Material for this task Block Start

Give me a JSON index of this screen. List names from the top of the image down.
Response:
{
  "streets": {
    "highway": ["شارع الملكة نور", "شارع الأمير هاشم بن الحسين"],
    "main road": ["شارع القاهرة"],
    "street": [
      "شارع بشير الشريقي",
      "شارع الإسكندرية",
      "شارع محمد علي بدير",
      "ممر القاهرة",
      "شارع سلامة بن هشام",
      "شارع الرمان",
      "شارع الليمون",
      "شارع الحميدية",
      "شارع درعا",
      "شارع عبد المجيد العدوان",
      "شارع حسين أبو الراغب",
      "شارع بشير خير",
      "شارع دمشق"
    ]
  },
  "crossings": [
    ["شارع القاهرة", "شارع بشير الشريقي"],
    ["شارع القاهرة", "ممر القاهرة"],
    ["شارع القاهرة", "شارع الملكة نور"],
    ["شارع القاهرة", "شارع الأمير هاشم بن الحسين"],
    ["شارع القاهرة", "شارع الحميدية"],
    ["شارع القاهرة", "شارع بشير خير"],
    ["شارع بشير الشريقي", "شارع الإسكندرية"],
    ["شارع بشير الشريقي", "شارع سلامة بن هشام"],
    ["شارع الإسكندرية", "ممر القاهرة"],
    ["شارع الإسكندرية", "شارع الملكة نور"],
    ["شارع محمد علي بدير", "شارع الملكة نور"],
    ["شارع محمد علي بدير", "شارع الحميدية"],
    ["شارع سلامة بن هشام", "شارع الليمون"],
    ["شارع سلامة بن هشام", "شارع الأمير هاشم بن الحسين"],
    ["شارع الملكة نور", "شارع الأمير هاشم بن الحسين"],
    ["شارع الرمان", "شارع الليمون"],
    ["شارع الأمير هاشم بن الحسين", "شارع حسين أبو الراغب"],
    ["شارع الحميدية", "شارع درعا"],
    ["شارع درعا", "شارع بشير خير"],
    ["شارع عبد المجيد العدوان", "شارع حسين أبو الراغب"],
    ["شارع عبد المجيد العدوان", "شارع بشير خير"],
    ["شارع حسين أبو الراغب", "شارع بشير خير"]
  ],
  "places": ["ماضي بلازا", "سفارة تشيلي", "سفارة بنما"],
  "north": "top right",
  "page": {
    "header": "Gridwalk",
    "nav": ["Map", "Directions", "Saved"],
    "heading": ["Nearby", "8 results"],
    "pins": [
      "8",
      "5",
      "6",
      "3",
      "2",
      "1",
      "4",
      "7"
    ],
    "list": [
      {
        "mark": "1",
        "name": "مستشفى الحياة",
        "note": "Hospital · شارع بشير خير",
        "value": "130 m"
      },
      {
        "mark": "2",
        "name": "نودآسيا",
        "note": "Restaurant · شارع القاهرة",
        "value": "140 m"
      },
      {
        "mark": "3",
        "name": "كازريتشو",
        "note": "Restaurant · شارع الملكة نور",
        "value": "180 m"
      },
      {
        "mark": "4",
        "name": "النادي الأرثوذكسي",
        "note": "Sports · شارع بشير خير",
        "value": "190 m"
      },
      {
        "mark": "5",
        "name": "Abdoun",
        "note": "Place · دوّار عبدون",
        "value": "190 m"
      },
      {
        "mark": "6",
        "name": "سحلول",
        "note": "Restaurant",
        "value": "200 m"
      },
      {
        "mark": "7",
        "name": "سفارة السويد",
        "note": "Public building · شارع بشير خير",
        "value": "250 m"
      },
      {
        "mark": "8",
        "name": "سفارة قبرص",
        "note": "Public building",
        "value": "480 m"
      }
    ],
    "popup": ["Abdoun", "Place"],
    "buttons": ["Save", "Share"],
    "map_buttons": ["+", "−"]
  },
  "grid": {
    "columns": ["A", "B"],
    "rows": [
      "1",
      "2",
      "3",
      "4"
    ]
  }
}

Material for this task Block End

Each line above that contains "المجيد" must be copied out.

= Exercise response =
      "شارع عبد المجيد العدوان",
    ["شارع عبد المجيد العدوان", "شارع حسين أبو الراغب"],
    ["شارع عبد المجيد العدوان", "شارع بشير خير"],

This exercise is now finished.